Records from a collection
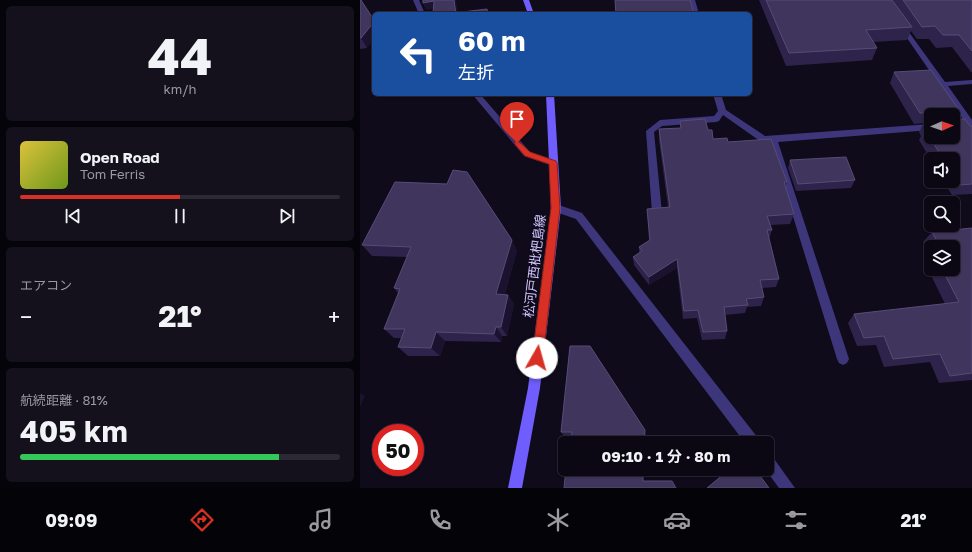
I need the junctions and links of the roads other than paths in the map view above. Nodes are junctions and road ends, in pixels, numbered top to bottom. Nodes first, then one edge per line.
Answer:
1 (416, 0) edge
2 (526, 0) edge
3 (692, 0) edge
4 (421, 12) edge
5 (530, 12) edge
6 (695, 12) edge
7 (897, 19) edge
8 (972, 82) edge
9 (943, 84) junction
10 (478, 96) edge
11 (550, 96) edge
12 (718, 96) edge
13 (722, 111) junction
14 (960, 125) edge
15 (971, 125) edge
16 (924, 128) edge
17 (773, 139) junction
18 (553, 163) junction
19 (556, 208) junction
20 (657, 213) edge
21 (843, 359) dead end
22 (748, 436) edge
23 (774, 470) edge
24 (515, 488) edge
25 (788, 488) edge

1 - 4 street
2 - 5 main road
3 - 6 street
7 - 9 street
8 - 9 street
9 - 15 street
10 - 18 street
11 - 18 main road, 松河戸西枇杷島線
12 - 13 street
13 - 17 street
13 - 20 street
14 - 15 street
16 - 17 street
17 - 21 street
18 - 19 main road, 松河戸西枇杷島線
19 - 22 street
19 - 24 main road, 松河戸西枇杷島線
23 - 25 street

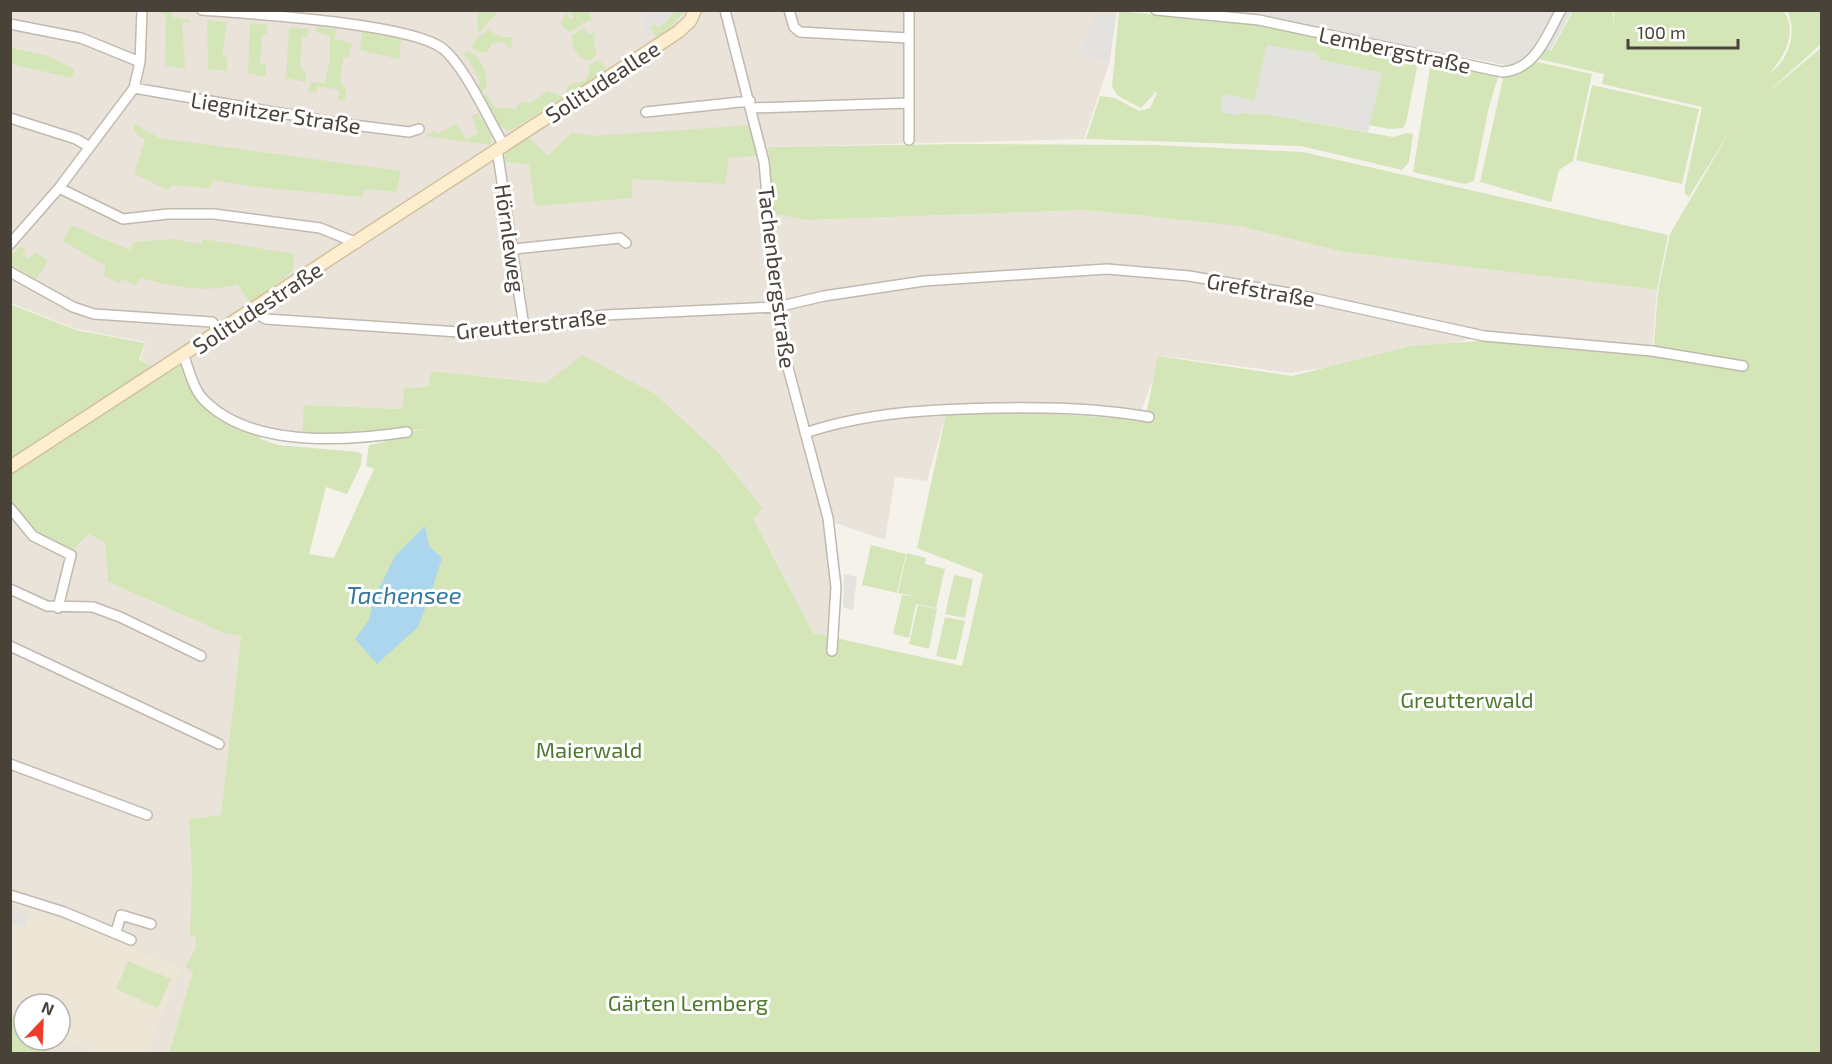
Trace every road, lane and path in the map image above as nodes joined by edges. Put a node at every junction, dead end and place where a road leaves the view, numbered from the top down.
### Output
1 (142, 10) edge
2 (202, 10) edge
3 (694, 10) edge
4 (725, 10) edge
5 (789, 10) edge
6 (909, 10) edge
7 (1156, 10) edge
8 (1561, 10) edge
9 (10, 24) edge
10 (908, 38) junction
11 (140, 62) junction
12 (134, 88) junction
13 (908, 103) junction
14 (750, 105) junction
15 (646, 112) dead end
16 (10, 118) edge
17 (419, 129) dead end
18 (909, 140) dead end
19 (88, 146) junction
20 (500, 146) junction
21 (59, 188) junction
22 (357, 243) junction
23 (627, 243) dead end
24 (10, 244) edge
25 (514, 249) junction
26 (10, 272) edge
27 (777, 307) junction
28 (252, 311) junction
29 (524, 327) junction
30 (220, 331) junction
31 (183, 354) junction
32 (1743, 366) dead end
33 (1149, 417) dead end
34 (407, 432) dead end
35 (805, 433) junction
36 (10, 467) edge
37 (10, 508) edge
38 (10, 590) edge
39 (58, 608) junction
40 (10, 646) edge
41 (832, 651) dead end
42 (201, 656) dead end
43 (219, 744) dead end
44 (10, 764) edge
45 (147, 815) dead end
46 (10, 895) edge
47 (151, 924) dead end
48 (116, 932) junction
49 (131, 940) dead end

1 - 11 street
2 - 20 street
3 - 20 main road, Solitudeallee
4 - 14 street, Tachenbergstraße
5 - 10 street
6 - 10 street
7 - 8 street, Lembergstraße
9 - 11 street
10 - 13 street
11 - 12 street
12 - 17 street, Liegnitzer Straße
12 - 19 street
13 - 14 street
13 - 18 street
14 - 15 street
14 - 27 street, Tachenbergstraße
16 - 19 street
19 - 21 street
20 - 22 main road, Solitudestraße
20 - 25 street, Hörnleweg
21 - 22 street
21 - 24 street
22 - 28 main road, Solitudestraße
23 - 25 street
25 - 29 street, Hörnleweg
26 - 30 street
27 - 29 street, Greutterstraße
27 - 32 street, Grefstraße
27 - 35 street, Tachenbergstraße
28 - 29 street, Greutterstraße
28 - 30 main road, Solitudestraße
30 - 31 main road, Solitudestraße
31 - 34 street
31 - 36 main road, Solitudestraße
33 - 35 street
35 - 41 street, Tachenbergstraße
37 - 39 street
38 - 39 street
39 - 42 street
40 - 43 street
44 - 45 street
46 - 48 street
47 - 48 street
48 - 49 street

--- What to produce ---
Which lines of the records contain "Hörnleweg"? Show each of them.

--- Task output ---
20 - 25 street, Hörnleweg
25 - 29 street, Hörnleweg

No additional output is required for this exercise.